Contract Name:
BUSDEthManager
Contract Source Code:
File 1 of 1 : BUSDEthManager
// File: contracts/busd/IBUSD.sol
pragma solidity 0.5.17;
interface IBUSD {
function balanceOf(address _addr) external returns (uint256);
function transferFrom(address _from, address _to, uint256 _value) external returns (bool);
function transfer(address _to, uint256 _value) external returns (bool);
function increaseSupply(uint256 _value) external returns (bool success);
function decreaseSupply(uint256 _value) external returns (bool success);
}
// File: @openzeppelin/contracts/math/SafeMath.sol
pragma solidity ^0.5.0;
/**
* @dev Wrappers over Solidity's arithmetic operations with added overflow
* checks.
*
* Arithmetic operations in Solidity wrap on overflow.

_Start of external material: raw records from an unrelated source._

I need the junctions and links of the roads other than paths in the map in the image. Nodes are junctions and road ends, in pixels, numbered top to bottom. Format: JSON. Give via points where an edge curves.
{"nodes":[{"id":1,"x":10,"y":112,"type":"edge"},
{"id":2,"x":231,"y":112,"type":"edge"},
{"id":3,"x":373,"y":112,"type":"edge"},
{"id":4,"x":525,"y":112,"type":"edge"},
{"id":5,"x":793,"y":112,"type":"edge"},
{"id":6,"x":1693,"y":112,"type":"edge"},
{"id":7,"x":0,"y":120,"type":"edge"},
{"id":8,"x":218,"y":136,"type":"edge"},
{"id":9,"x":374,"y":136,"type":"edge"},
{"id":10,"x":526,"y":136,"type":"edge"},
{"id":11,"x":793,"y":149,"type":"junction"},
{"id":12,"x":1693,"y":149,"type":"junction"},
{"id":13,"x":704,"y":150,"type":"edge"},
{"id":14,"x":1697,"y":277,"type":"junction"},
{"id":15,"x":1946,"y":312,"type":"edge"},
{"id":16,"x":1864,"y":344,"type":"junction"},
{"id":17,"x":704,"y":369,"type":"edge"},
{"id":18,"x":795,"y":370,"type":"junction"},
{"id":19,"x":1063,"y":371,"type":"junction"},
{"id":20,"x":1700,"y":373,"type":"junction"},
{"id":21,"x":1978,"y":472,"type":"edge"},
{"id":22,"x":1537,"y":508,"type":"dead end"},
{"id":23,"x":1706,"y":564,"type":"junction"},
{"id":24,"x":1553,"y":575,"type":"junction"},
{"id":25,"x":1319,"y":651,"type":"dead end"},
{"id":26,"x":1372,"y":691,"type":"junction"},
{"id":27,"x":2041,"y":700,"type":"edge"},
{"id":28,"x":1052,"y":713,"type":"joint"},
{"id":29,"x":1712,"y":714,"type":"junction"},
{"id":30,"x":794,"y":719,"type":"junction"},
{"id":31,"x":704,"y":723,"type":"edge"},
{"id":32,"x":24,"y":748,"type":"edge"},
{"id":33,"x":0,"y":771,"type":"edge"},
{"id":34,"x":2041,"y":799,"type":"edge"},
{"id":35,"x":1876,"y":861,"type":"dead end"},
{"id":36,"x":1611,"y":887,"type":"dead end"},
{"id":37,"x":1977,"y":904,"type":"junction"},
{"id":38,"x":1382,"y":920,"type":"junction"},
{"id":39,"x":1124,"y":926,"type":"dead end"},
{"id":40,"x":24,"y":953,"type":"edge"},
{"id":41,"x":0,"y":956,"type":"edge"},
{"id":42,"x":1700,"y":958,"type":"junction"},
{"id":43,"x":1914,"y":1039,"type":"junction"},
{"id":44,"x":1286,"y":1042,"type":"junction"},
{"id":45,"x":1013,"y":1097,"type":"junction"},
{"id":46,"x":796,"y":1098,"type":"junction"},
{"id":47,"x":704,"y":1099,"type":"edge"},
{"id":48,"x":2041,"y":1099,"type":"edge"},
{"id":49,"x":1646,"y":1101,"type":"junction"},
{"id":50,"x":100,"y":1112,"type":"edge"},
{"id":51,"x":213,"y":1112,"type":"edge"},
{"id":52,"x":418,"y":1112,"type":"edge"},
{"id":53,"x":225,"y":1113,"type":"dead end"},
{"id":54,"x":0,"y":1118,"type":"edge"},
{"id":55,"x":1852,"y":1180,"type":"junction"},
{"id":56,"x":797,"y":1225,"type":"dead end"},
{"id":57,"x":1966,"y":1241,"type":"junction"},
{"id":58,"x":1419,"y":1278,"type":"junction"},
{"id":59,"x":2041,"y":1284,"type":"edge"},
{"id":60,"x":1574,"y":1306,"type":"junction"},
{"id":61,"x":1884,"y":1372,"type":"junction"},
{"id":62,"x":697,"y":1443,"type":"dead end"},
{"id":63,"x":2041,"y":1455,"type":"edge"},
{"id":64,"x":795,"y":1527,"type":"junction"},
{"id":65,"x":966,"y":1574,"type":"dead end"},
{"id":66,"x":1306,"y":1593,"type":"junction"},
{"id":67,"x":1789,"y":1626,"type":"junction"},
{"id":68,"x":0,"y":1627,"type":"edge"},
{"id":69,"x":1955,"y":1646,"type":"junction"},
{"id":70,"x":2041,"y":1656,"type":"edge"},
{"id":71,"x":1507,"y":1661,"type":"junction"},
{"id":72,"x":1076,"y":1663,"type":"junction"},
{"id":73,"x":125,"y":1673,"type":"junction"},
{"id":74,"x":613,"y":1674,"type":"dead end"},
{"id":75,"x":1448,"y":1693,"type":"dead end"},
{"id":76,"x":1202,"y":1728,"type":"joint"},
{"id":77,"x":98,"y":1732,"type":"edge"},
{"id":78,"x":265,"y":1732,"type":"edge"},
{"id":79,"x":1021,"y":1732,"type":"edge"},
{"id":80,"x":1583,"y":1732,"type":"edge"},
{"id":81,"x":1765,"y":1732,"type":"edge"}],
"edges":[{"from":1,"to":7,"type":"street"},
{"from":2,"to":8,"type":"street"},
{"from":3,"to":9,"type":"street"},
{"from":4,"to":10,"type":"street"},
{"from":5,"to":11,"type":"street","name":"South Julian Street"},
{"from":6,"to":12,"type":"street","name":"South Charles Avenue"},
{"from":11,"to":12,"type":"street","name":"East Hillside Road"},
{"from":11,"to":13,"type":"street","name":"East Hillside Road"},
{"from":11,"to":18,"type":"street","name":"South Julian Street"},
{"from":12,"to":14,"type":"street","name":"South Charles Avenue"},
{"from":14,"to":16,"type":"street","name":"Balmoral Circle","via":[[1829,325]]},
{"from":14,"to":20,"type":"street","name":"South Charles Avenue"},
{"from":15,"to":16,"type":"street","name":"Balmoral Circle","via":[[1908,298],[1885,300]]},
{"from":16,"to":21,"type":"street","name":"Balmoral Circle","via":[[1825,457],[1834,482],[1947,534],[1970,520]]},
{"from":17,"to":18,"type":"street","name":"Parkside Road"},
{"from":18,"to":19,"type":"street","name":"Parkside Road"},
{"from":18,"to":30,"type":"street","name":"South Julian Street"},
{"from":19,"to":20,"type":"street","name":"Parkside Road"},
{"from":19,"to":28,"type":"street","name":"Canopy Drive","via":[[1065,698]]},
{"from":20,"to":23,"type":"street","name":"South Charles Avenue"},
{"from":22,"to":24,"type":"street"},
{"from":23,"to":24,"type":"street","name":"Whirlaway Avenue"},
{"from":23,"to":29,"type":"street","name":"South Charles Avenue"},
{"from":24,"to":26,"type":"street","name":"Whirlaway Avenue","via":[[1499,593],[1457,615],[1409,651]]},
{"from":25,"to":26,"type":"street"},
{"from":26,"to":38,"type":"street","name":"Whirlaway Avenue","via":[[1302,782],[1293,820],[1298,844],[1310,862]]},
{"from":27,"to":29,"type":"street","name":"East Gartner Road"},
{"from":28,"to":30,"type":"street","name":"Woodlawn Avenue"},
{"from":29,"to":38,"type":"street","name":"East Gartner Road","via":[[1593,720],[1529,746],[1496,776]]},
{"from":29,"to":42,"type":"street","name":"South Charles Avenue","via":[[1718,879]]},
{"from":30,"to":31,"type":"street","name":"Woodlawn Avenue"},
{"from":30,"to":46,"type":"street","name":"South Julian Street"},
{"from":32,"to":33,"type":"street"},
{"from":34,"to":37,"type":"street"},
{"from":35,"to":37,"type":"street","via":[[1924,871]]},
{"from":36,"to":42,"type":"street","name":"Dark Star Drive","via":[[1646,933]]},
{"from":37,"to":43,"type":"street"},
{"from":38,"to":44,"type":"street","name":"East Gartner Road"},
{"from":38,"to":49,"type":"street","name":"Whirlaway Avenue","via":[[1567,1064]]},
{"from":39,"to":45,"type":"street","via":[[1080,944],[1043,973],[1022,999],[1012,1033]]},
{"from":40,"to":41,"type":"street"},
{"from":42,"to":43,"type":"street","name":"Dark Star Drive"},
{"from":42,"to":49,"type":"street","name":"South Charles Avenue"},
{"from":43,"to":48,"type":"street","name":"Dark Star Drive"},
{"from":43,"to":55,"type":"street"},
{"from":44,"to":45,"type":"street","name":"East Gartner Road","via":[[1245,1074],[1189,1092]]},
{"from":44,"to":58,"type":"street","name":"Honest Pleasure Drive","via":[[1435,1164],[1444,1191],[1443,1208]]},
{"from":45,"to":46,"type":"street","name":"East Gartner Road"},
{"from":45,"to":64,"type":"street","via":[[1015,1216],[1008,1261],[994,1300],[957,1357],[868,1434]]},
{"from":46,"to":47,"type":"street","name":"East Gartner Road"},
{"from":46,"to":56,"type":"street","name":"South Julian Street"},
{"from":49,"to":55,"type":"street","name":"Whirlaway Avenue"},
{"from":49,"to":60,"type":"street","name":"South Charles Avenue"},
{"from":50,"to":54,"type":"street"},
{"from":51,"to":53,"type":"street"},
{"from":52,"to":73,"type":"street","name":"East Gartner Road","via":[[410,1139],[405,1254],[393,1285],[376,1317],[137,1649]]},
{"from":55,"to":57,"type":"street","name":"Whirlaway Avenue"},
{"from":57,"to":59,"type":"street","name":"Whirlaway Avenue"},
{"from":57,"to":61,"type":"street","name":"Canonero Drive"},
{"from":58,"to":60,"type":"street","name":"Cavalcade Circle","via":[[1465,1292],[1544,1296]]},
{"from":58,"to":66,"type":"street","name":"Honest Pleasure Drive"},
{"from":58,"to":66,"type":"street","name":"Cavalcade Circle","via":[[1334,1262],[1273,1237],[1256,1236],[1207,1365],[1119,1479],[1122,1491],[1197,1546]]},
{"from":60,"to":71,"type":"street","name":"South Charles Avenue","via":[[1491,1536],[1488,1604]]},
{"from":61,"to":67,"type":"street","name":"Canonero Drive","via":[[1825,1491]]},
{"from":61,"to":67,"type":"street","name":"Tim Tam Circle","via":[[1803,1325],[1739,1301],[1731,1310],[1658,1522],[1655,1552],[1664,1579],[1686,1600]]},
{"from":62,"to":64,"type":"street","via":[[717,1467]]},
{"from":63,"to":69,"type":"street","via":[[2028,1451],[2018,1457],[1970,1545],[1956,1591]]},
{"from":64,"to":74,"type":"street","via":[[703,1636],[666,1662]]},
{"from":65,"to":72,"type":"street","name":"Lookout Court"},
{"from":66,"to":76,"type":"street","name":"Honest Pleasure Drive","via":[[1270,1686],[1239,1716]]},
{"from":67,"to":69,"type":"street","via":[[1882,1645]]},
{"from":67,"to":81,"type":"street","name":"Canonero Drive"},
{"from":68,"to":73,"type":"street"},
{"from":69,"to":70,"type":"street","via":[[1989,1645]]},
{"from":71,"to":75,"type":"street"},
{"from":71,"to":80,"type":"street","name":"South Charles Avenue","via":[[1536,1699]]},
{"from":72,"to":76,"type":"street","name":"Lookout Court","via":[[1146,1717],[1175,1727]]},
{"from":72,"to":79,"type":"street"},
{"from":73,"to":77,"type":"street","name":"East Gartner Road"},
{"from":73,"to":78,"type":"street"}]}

This can easily result
* in bugs, because programmers usually assume that an overflow raises an
* error, which is the standard behavior in high level programming languages.

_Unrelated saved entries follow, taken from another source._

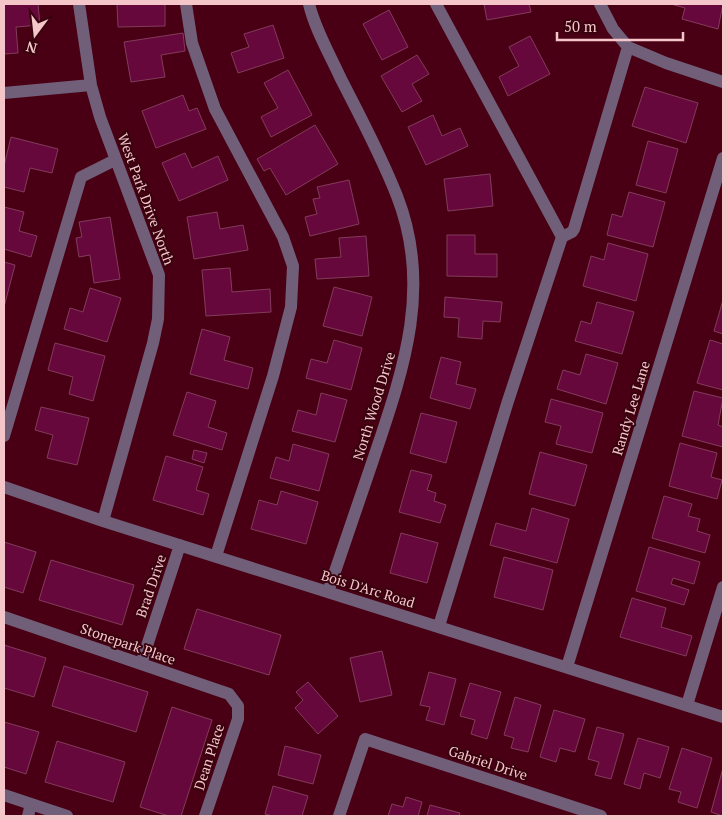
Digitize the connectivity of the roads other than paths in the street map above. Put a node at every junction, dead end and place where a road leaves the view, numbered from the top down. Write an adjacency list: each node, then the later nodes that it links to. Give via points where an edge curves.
1 (79, 4): 8 (street, West Park Drive North)
2 (186, 4): 17 (street, via 192,43 215,110 283,237 293,266 291,308 273,376)
3 (309, 4): 19 (street, North Wood Drive, via 324,43 398,198 408,232 415,280 413,319 398,386)
4 (436, 4): 12 (street)
5 (600, 4): 6 (street, via 613,29)
6 (628, 47): 7 (street); 12 (street, via 574,229)
7 (723, 82)
8 (91, 85): 9 (street); 11 (street, West Park Drive North)
9 (4, 93)
10 (723, 158): 23 (street, Randy Lee Lane)
11 (115, 160): 13 (street, via 81,177); 15 (street, West Park Drive North, via 152,254 159,296 153,343)
12 (562, 237): 21 (street)
13 (4, 436)
14 (4, 487): 15 (street, Bois D'Arc Road)
15 (103, 521): 16 (street, Bois D'Arc Road)
16 (180, 545): 17 (street, Bois D'Arc Road); 22 (street, Brad Drive)
17 (216, 556): 19 (street, Bois D'Arc Road)
18 (723, 587): 24 (street)
19 (328, 592): 21 (street, Bois D'Arc Road)
20 (4, 617): 22 (street, Stonepark Place)
21 (439, 626): 23 (street, Bois D'Arc Road)
22 (140, 664): 25 (street, Stonepark Place, via 229,694)
23 (567, 667): 24 (street, Bois D'Arc Road)
24 (687, 705): 26 (street, Bois D'Arc Road)
25 (238, 706): 30 (street, Dean Place, via 238,719)
26 (723, 717)
27 (4, 795): 28 (street)
28 (30, 810): 29 (street)
29 (67, 816)
30 (205, 816)
31 (339, 816): 32 (street, Gabriel Drive, via 365,739)
32 (601, 816)

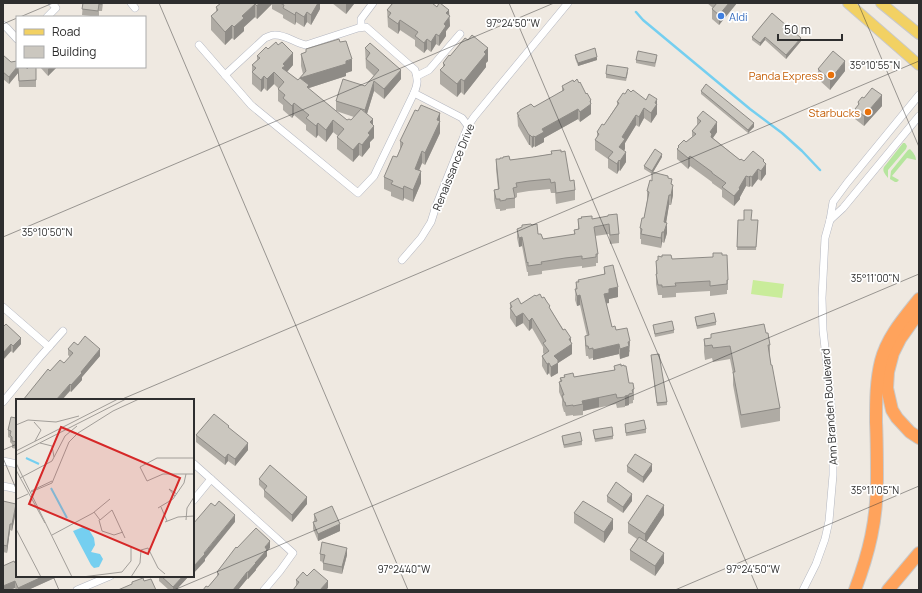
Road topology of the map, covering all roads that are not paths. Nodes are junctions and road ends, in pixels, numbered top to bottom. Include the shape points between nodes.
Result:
1 (52, 3) edge
2 (373, 3) edge
3 (568, 3) edge
4 (848, 3) edge
5 (881, 3) edge
6 (48, 16) edge
7 (3, 25) edge
8 (361, 27) junction
9 (460, 34) dead end
10 (919, 34) edge
11 (16, 38) edge
12 (199, 45) dead end
13 (919, 65) edge
14 (225, 75) junction
15 (417, 76) junction
16 (414, 93) junction
17 (919, 95) edge
18 (919, 116) edge
19 (468, 126) junction
20 (830, 220) junction
21 (402, 260) dead end
22 (919, 299) edge
23 (3, 307) edge
24 (919, 312) edge
25 (63, 331) dead end
26 (49, 347) junction
27 (3, 402) edge
28 (919, 438) edge
29 (3, 461) edge
30 (16, 464) edge
31 (194, 464) edge
32 (211, 479) junction
33 (3, 486) edge
34 (16, 489) edge
35 (194, 500) edge
36 (919, 553) edge
37 (108, 577) edge
38 (77, 590) edge
39 (264, 590) edge
40 (803, 590) edge
41 (855, 590) edge
42 (888, 590) edge

1 - 6 street via 56,8
2 - 8 street via 361,18
3 - 19 street, Renaissance Drive
4 - 13 main road
5 - 10 main road
7 - 11 street
8 - 14 street via 306,45 273,35 265,38
8 - 15 street via 371,31 415,70
9 - 15 street via 429,70
12 - 14 street
14 - 16 street via 251,105 358,193 374,176
15 - 16 street
16 - 19 street via 462,118
17 - 20 street, Ann Branden Boulevard via 833,202
18 - 20 street via 843,208
19 - 21 street, Renaissance Drive via 431,222
20 - 40 street, Ann Branden Boulevard via 825,238 822,298 831,402 833,475 825,539
22 - 41 highway via 896,328 881,360 876,401 875,519
23 - 26 street
24 - 28 highway via 893,353 887,388 892,410 897,418
25 - 26 street
26 - 27 street
29 - 30 street
31 - 32 street
32 - 35 street
32 - 39 street via 293,553
33 - 34 street
36 - 42 highway
37 - 38 street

* `SafeMath` restores this intuition by reverting the transaction when an
* operation overflows.
*
* Using this library instead of the unchecked operations eliminates an entire
* class of bugs, so it's recommended to use it always.
*/
library SafeMath {
/**
* @dev Returns the addition of two unsigned integers, reverting on
* overflow.
*
* Counterpart to Solidity's `+` operator.
*
* Requirements:
* - Addition cannot overflow.
*/
function add(uint256 a, uint256 b) internal pure returns (uint256) {
uint256 c = a + b;
require(c >= a, "SafeMath: addition overflow");
return c;
}
/**
* @dev Returns the subtraction of two unsigned integers, reverting on
* overflow (when the result is negative).
*
* Counterpart to Solidity's `-` operator.
*
* Requirements:
* - Subtraction cannot overflow.
*/
function sub(uint256 a, uint256 b) internal pure returns (uint256) {
return sub(a, b, "SafeMath: subtraction overflow");
}
/**
* @dev Returns the subtraction of two unsigned integers, reverting with custom message on
* overflow (when the result is negative).
*
* Counterpart to Solidity's `-` operator.
*
* Requirements:
* - Subtraction cannot overflow.
*
* _Available since v2.4.0._
*/
function sub(uint256 a, uint256 b, string memory errorMessage) internal pure returns (uint256) {
require(b <= a, errorMessage);
uint256 c = a - b;
return c;
}
/**
* @dev Returns the multiplication of two unsigned integers, reverting on
* overflow.
*
* Counterpart to Solidity's `*` operator.
*
* Requirements:
* - Multiplication cannot overflow.
*/
function mul(uint256 a, uint256 b) internal pure returns (uint256) {
// Gas optimization: this is cheaper than requiring 'a' not being zero, but the
// benefit is lost if 'b' is also tested.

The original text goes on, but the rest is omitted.